We may divide the number of lifts into zones, 1 zone, 2 zones, 3 zones,….. 12 zones etc.
correspondingly there will be 12 lifts, 6 lifts, 4 lifts, ….. 1 lift per zone. Indeed there is no rule
saying that each zone has the same number of floors; nor each zone has the same number of lifts.
Our concern is whether the lift design of each zone can provide satisfactory service.
The zones limit the number of floors served, thus limits the number of possible stops, and so
shorten the door operating times and some of the lift travel times.
In each of the upper zones, the lifts are provided with an initial jump of J number of floors, and
the first jump as J+H/S number of floors.

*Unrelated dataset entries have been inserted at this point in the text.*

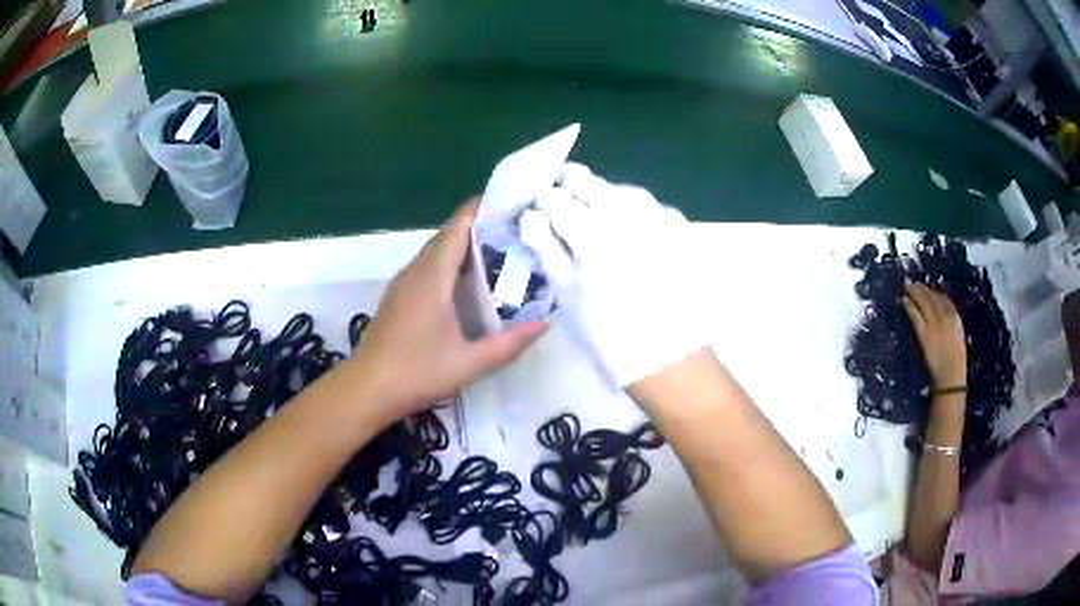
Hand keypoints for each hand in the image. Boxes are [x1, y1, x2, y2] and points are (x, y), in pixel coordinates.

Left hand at [351, 201, 547, 419]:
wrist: (366, 389)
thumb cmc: (417, 372)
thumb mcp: (470, 363)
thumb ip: (509, 344)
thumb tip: (543, 324)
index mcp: (432, 277)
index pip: (456, 228)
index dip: (479, 210)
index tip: (507, 202)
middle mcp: (415, 272)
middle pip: (446, 236)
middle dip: (476, 227)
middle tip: (511, 232)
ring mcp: (401, 284)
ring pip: (433, 252)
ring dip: (460, 246)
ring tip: (493, 253)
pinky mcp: (396, 297)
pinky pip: (424, 267)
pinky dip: (446, 263)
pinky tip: (461, 283)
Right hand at [521, 163, 703, 387]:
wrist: (671, 358)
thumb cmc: (609, 334)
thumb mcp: (567, 295)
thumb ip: (546, 248)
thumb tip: (530, 217)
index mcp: (591, 230)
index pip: (554, 198)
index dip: (541, 201)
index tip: (536, 212)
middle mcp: (625, 212)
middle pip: (588, 183)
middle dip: (569, 189)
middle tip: (563, 210)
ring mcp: (658, 217)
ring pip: (621, 189)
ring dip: (603, 196)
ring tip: (595, 217)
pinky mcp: (680, 229)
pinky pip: (651, 205)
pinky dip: (634, 210)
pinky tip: (631, 231)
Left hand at [901, 282, 966, 389]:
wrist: (951, 376)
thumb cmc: (956, 362)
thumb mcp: (958, 337)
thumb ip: (950, 325)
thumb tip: (941, 316)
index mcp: (955, 318)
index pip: (944, 299)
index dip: (933, 292)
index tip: (927, 288)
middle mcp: (945, 316)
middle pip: (932, 297)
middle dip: (922, 288)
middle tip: (913, 282)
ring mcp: (934, 324)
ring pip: (923, 303)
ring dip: (914, 292)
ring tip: (906, 286)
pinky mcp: (924, 333)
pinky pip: (915, 315)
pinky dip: (909, 306)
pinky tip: (903, 300)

So its complete travel shall be J+H number of floors.
The provision of zones is extremely common in commercial buildings, but less common in hotel
and hospitals. The common zone arrangement is to optimize a size of continuous floors to the
same zone. Often, the upper zones have relatively smaller number of floors so that the saving in
stop times may counterbalance the effect of the longer travel.
In Hong Kong, because residential buildings are high rise, the provision of zones is also common.
Yet due to a relatively small number of lifts, a staggered-floor arrangement for the zones is
common. This provides an advantage that when one set of lifts is not working, still the residents
do not have to walk up many floors when using the other set of lifts.
Although the provision of zones lowers the RTT, but with a fixed number of lifts, zoning
decreases number of lifts in each zone, so the waiting time at the main terminal floor should in
general increases.
Nowadays, for very tall buildings, it is common to use Express or Shuttle Lifts to take top-floor
passengers to a transit floor for their lift zones. This provision shall modify RTT and grade of
services. Also the use of double-deck lifts is becoming common.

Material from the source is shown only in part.